• _Exercise input_:
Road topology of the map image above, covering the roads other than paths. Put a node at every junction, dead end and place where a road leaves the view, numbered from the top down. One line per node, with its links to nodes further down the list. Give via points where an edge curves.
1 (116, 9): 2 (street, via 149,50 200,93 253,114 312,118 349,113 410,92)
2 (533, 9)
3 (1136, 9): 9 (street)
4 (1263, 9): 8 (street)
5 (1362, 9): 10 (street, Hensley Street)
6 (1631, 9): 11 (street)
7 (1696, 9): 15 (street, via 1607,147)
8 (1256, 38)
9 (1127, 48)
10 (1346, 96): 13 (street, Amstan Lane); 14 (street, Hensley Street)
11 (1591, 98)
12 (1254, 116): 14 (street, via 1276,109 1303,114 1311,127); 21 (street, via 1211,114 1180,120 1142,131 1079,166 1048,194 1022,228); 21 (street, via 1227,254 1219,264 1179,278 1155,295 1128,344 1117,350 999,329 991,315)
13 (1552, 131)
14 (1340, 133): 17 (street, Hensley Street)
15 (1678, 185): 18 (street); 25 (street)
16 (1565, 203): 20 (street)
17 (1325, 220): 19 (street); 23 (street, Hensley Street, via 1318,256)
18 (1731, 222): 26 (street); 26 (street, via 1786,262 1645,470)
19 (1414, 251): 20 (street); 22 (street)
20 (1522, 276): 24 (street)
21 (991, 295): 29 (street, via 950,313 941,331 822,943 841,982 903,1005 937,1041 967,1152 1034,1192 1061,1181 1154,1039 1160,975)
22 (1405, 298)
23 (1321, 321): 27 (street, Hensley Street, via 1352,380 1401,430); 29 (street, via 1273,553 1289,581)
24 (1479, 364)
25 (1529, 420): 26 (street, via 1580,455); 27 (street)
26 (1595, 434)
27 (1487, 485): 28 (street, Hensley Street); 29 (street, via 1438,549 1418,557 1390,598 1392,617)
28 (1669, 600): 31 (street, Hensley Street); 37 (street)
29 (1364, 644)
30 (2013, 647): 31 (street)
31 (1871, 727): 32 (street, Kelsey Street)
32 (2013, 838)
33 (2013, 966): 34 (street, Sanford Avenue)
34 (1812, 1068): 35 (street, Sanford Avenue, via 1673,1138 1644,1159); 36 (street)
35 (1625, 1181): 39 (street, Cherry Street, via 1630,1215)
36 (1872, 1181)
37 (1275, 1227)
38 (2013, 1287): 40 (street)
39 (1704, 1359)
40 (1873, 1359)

• _Problem statement_:
If a line in the records above has the word "Hensley", copy it out.

• _Exercise answer_:
5 (1362, 9): 10 (street, Hensley Street)
10 (1346, 96): 13 (street, Amstan Lane); 14 (street, Hensley Street)
14 (1340, 133): 17 (street, Hensley Street)
17 (1325, 220): 19 (street); 23 (street, Hensley Street, via 1318,256)
23 (1321, 321): 27 (street, Hensley Street, via 1352,380 1401,430); 29 (street, via 1273,553 1289,581)
27 (1487, 485): 28 (street, Hensley Street); 29 (street, via 1438,549 1418,557 1390,598 1392,617)
28 (1669, 600): 31 (street, Hensley Street); 37 (street)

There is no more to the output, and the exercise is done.